I recently turned forty-two, and just this morning, I learned that Søren Kierkegaard died at forty-two. I knew he died young, but I never took note of his age.
Kierkegaard wrote numerous books and pamphlets, often under pseudonyms, writing in different “voices,” taking different points of view, writing experimentally, with some writings being enigmatically philosophical and others, often written under his own name, being explicitly Christian. And the question that people had was, “Why?”
Philosophers (especially atheist philosophers) have grown to love a “version” of Kierkegaard—i.e., Kierkegaard as an early “existentialist” or postmodern deconstructionist. But other scholars have said that misconstrues Kierkegaard’s work. What was Kierkegaard trying to achieve?
In one of his last books, My Point of View for My Work as an Author, he explained what he was doing: he was a missionary.
He thought of himself a Christian missionary to Christendom.
Kierkegaard lived at a time (the early 19th century) when all Danes were considered Christian because they were Danish! It was the state religion. You were baptized as a baby, and that became your religion. Kierkegaard went to seminary to become a pastor and realized that for most of the fellow students, being a pastor was just a profession, a way to make a middle-class living without there being a connection to a living faith.
“The apostasy from Christianity will not come about by everybody openly renouncing Christianity; no, but slyly, cunningly, by everybody assuming the name of being Christian” (Provocations, p. 232).
That’s what he saw: people calling themselves Christian who had no faith.
Given that hypocrisy, Kierkegaard could not bring himself to become a pastor. Instead, he chose to become a missionary to nominal Christians living in Christendom. He wrote religious works to build up Christians, and he wrote philosophical works to “seduce” nominal Christians into thinking more deeply about existence and perhaps lead them to God.
Although I’ve read a good deal of Kierkegaard, it has mostly been his philosophical works, not his theology. Frankly, I can’t say what Kierkegaard thought about the saving message. Did he believe in faith alone or faith plus works? I don’t know (I’ve seen quotes that could go either way). But my point is not to defend Kierkegaard’s theology. Rather, my point is, like Kierkegaard, you and I are missionaries, too, aren’t we?
After all, we live in Christendom. Is America a Christian nation? No more than was Denmark in the 19th century. Plenty of people take the name “Christian”—but are they?
We live at a time when millions of people think of themselves as Christian by default, without a real understanding, still less a real faith, in Jesus as their Messiah.
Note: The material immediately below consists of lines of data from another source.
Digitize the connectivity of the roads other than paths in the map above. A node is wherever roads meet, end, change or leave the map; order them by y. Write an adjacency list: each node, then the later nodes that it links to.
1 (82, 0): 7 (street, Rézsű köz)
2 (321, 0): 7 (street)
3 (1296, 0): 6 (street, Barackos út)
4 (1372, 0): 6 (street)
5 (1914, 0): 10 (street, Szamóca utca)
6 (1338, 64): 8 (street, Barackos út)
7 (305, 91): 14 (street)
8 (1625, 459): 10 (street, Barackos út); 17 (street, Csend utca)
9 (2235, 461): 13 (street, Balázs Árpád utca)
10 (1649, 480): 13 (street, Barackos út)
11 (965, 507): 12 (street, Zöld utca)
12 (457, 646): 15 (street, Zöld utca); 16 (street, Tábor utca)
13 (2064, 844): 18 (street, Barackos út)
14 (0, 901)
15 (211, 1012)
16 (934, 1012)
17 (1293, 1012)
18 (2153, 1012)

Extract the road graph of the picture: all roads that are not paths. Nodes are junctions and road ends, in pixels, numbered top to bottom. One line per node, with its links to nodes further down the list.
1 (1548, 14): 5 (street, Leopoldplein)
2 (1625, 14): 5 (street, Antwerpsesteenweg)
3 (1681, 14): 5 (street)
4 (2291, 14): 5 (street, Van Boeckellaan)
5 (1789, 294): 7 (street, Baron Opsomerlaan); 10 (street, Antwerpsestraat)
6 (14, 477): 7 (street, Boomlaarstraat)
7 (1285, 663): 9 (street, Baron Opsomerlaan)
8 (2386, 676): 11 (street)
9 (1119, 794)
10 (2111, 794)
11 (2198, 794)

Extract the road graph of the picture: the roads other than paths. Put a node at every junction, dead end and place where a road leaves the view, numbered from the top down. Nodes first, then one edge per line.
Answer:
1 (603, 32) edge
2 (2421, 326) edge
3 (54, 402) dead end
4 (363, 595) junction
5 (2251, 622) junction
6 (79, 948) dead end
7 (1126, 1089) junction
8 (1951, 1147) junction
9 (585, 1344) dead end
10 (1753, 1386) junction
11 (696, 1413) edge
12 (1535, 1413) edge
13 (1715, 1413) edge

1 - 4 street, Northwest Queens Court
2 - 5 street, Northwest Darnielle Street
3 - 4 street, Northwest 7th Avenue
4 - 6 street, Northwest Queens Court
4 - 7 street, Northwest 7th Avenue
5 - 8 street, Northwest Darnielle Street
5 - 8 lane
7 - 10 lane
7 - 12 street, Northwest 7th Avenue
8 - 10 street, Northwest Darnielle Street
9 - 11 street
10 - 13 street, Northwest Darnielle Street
Just this week, I saw a picture of a priest “baptizing” a baby from a distance using a squirt gun (see here)! That’s Christianity and becoming Christian according to many (e.g., Catholics, Orthodox, Anglican, Lutheran, United Methodist, Presbyterian, and so on). That kind of Christendom is very, very sick.
Who is going to tell them about the promise of everlasting life? Who will disciple them to live a life pleasing to the Lord? Who is going to teach them about the hope of reigning with Christ in the kingdom?
It can’t only be pastors who are busy reaching in and caring for their flock. It will be missionaries who are reaching out—people like you and me—who can share the grace message with cultural Christians.
Kierkegaard saw the need for missionaries to cultural Christians and took it upon himself to reach out—will you?